┌──
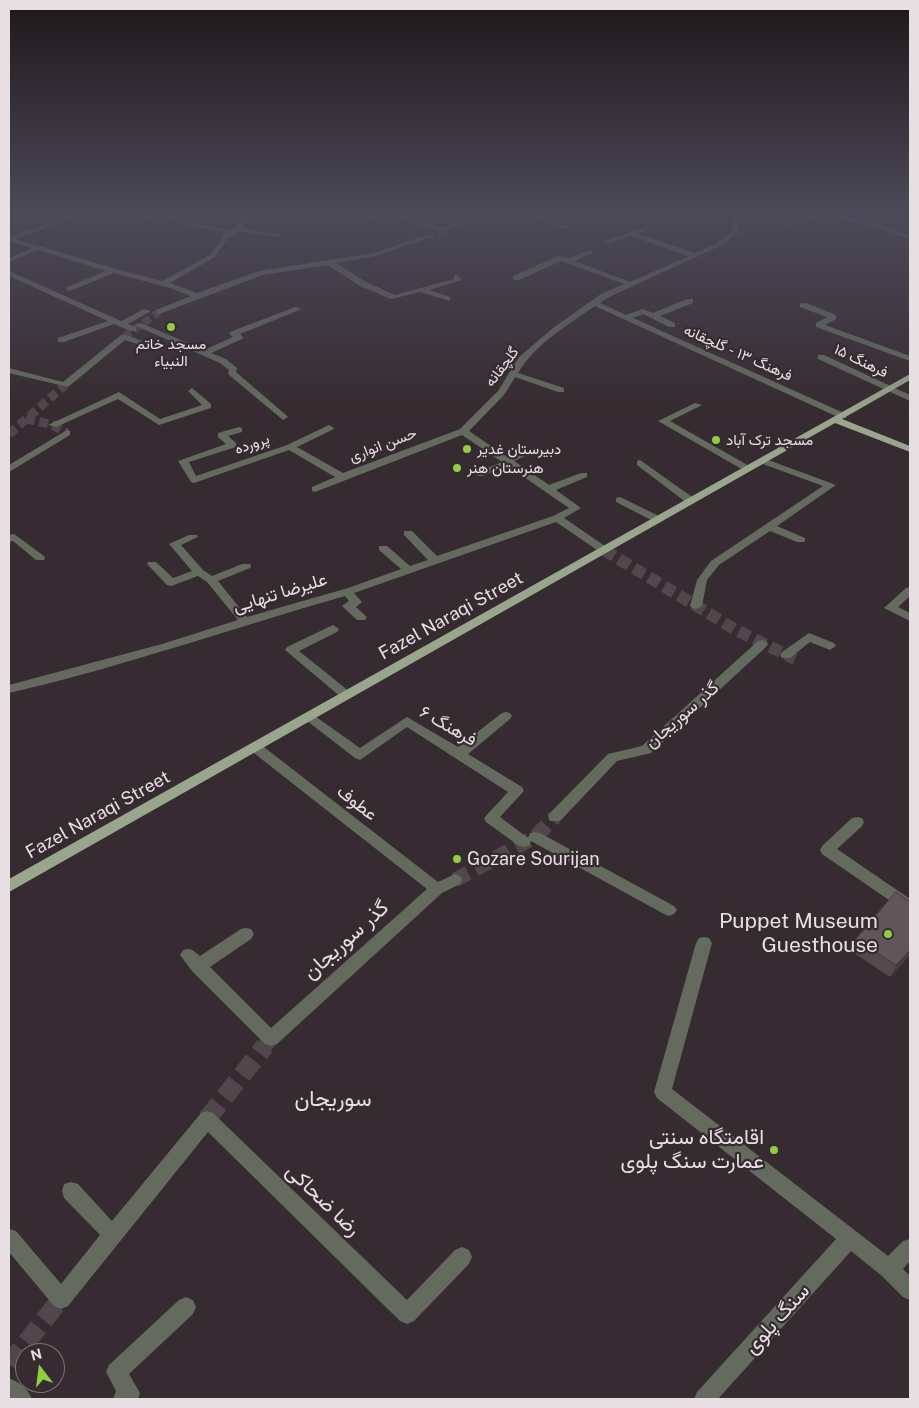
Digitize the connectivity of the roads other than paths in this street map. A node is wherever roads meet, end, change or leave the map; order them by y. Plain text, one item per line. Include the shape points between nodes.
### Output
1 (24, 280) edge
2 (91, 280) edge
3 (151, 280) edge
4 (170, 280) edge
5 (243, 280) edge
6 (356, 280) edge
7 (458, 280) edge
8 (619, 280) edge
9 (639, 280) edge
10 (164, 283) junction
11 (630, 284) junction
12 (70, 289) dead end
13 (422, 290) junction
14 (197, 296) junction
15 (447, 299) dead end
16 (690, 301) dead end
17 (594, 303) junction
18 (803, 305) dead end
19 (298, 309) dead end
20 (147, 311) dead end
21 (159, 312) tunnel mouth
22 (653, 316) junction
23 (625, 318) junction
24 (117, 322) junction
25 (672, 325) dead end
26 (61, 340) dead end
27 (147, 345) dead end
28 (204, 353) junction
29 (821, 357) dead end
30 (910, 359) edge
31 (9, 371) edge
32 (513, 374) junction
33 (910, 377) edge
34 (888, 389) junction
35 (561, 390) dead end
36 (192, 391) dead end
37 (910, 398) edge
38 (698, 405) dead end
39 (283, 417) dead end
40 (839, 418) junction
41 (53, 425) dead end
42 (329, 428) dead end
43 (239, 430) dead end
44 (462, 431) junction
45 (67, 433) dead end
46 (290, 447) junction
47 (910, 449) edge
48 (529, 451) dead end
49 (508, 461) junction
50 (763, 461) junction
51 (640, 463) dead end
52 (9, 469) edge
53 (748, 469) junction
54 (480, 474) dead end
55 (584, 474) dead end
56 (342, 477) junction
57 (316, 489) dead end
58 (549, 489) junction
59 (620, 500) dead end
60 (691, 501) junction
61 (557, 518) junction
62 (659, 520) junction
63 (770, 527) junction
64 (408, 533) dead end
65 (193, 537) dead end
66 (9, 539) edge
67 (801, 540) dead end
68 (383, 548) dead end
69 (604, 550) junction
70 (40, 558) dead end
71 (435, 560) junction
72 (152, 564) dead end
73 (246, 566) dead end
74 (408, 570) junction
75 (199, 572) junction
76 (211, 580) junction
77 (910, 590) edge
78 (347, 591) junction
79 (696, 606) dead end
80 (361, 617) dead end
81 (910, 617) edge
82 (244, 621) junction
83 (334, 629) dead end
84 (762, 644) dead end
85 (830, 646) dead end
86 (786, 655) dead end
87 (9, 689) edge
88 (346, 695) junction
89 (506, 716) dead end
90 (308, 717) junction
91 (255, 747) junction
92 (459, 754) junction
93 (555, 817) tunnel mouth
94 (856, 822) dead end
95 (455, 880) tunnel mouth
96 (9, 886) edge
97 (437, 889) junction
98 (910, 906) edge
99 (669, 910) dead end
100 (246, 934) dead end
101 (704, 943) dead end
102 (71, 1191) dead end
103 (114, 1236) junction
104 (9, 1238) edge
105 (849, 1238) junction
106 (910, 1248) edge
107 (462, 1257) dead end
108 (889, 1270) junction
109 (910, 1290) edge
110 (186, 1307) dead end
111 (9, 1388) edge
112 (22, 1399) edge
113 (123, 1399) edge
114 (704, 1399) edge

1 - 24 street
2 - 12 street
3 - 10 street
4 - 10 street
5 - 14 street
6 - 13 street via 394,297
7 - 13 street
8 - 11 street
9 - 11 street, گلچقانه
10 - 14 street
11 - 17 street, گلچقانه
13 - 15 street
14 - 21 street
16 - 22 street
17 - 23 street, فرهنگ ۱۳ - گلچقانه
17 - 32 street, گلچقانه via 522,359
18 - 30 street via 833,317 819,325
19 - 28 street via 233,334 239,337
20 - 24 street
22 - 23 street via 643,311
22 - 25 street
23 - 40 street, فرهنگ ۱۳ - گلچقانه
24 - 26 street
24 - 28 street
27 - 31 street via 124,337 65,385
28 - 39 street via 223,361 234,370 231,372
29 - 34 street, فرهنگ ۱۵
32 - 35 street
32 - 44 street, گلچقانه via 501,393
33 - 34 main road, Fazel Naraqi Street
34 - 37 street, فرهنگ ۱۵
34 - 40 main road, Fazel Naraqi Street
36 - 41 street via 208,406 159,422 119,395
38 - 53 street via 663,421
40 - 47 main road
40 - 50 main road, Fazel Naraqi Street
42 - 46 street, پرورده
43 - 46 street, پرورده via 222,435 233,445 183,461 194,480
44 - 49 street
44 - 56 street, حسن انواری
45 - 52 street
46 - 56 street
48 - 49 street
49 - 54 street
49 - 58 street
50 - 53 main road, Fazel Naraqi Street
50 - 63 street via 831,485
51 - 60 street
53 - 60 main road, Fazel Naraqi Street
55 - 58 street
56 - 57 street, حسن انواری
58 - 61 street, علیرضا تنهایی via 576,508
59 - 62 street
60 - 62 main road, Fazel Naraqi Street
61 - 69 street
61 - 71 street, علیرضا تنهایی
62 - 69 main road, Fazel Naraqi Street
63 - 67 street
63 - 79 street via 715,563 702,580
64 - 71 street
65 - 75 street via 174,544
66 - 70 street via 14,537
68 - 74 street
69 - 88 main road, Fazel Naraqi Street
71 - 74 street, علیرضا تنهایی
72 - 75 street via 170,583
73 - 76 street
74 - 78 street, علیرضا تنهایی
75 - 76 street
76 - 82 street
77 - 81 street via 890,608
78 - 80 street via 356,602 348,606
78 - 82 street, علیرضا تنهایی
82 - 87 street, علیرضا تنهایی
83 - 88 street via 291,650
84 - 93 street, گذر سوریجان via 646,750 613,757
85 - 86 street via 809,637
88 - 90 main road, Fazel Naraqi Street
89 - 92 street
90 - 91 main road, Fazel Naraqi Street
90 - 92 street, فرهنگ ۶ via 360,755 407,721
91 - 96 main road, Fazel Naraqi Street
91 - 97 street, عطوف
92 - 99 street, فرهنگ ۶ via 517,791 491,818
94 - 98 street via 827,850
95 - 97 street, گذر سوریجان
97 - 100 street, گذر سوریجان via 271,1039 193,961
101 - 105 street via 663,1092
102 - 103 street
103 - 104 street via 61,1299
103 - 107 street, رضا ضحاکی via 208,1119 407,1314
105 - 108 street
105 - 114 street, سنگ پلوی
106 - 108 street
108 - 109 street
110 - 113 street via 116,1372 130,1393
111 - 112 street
└──
┌──
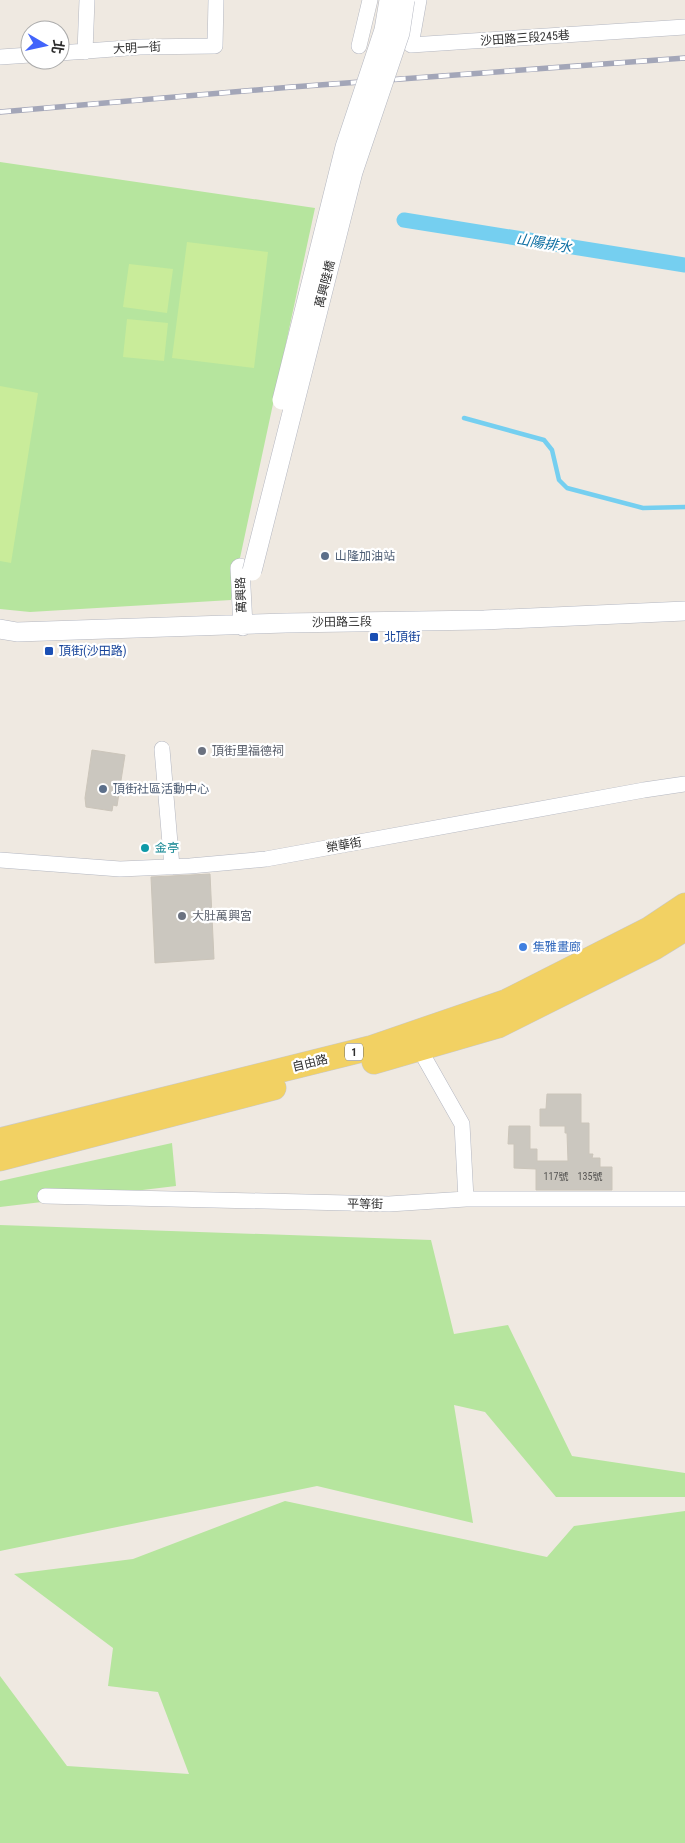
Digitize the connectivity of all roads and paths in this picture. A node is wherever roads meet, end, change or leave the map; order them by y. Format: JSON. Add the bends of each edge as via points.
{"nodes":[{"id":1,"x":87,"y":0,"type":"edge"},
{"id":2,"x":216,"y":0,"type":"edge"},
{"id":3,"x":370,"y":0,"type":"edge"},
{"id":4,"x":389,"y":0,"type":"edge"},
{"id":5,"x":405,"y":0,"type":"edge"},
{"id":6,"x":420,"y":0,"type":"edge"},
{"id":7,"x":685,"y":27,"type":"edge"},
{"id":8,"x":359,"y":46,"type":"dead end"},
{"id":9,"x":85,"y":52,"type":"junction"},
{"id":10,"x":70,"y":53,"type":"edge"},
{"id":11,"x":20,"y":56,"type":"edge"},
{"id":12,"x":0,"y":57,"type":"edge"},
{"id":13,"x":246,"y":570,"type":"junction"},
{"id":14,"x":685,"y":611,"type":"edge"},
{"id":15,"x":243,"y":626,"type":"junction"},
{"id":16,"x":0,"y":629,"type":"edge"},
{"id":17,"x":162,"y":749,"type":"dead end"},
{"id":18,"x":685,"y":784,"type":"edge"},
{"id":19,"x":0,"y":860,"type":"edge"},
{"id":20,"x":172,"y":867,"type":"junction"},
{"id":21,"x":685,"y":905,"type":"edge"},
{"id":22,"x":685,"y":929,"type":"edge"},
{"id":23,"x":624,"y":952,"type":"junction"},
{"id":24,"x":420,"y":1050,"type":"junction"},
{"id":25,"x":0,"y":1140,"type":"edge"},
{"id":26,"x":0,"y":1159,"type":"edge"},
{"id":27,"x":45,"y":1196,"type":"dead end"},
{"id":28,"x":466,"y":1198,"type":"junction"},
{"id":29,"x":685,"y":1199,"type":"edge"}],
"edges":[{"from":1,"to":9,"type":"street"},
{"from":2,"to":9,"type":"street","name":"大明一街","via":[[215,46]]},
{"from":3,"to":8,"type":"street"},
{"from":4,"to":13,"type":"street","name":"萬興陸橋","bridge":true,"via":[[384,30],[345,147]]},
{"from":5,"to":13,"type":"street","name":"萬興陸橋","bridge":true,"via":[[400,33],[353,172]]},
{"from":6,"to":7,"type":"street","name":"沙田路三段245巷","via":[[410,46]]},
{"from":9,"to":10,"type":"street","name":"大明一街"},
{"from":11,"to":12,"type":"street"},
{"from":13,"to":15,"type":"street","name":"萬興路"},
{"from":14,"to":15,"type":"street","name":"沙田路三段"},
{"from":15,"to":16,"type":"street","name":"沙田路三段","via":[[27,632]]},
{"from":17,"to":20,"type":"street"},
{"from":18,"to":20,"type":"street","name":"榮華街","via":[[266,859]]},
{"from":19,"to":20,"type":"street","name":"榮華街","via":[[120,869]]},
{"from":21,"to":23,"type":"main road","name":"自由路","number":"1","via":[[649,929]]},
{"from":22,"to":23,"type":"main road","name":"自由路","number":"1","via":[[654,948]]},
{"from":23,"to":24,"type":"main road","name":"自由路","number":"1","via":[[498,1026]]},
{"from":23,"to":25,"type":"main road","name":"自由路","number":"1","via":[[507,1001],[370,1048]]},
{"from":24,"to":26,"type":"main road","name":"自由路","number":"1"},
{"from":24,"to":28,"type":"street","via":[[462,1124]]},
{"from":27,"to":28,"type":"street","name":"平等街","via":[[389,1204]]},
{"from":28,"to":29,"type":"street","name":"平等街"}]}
└──
┌──
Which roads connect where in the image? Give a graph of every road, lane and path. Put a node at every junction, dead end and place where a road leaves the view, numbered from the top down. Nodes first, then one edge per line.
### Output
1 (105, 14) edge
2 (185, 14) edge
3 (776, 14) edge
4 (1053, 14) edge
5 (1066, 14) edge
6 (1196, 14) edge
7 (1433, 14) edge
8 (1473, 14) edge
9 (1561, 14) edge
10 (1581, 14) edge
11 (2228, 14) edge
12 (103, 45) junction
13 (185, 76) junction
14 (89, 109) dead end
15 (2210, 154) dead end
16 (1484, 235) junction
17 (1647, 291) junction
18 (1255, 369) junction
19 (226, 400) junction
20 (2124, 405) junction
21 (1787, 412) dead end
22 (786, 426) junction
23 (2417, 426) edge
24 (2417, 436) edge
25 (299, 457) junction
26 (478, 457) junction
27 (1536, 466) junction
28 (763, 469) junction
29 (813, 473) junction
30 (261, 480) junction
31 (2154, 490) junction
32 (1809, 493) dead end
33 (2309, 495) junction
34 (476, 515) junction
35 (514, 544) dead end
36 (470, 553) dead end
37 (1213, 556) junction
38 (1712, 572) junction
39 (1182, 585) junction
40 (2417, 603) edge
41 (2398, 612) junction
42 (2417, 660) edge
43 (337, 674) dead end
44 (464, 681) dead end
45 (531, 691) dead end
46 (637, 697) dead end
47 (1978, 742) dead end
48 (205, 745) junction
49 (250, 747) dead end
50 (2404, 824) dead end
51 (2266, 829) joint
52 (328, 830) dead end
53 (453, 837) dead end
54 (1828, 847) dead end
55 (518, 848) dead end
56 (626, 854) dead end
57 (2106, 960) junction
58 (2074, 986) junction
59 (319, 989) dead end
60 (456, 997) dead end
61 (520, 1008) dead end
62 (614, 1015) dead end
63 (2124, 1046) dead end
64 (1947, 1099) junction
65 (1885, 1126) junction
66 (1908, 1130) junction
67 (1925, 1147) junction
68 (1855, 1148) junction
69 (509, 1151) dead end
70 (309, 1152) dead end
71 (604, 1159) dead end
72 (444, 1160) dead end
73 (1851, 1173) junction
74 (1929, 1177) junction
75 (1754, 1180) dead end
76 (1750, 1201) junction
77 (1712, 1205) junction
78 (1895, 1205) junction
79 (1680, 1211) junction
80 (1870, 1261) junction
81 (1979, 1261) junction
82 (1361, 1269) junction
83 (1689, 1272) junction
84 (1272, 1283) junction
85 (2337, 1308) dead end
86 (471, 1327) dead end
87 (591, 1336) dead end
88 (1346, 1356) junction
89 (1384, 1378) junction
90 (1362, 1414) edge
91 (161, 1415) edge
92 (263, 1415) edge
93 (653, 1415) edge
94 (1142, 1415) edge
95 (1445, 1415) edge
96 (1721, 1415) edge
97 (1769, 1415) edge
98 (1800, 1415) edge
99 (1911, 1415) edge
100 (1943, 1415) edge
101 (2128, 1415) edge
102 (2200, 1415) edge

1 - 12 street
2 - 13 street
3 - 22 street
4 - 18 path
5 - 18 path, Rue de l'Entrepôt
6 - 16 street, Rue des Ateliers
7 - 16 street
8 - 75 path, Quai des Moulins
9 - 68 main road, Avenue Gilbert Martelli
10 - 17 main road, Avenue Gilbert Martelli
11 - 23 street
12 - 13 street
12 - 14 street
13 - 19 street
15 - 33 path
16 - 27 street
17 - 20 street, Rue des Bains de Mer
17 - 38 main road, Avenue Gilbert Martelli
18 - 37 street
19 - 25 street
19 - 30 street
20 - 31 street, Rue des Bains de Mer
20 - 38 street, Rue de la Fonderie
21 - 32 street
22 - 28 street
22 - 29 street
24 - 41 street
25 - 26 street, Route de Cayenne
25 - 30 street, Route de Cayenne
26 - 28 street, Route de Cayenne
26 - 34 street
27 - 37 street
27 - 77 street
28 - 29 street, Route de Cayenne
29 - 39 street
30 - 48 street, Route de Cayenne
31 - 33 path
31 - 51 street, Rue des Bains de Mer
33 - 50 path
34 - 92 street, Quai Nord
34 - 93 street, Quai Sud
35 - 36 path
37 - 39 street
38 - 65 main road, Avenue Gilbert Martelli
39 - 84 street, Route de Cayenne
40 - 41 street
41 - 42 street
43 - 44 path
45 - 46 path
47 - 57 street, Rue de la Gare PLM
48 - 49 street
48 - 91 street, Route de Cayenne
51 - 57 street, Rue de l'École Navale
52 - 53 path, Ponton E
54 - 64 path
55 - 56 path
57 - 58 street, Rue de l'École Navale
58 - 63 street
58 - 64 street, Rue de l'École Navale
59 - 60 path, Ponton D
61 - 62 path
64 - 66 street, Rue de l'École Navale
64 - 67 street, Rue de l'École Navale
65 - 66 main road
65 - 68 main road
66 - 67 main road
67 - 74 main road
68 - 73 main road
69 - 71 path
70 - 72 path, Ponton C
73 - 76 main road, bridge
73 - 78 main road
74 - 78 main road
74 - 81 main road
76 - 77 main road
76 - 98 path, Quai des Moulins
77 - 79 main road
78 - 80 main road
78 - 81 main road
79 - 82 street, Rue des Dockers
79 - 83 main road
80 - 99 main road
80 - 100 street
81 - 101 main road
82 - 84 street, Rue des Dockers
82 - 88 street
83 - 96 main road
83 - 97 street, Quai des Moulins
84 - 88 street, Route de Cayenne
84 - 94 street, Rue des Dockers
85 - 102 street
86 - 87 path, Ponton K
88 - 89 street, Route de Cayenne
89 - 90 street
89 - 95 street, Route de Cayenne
└──
Which lines in the data above hold the word "connectivity"? Return each of them.

Written solution |
Digitize the connectivity of the roads other than paths in this street map. A node is wherever roads meet, end, change or leave the map; order them by y. Plain text, one item per line. Include the shape points between nodes.
Digitize the connectivity of all roads and paths in this picture. A node is wherever roads meet, end, change or leave the map; order them by y. Format: JSON. Add the bends of each edge as via points.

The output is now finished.